*Work request*
Out of the listing below, copy every line that carries the string "GALICIA".

*Data under study*
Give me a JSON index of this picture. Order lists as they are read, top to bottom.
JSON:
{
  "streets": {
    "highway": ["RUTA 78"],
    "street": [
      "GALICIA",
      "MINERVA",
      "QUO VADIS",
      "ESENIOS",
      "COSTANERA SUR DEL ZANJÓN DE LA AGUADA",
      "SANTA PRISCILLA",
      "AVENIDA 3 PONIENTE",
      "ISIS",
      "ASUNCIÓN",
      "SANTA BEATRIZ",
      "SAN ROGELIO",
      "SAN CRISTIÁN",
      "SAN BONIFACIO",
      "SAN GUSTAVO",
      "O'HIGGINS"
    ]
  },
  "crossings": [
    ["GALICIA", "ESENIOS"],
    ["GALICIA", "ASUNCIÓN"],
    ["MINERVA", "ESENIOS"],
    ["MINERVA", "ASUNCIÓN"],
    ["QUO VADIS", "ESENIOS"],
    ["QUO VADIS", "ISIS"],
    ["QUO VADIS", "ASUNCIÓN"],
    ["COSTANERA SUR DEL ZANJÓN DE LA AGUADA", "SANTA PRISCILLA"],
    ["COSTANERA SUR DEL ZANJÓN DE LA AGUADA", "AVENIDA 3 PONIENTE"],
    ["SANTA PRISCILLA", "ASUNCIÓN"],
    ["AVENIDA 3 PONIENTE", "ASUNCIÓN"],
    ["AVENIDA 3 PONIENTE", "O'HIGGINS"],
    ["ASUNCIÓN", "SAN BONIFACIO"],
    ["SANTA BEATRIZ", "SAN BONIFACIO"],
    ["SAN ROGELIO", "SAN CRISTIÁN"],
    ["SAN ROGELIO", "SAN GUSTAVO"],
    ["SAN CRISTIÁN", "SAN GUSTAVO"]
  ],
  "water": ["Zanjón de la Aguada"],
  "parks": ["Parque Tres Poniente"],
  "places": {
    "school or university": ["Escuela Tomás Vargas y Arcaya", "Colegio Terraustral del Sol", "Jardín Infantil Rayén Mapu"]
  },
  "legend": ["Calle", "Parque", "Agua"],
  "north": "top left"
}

*Expected answer*
      "GALICIA",
    ["GALICIA", "ESENIOS"],
    ["GALICIA", "ASUNCIÓN"],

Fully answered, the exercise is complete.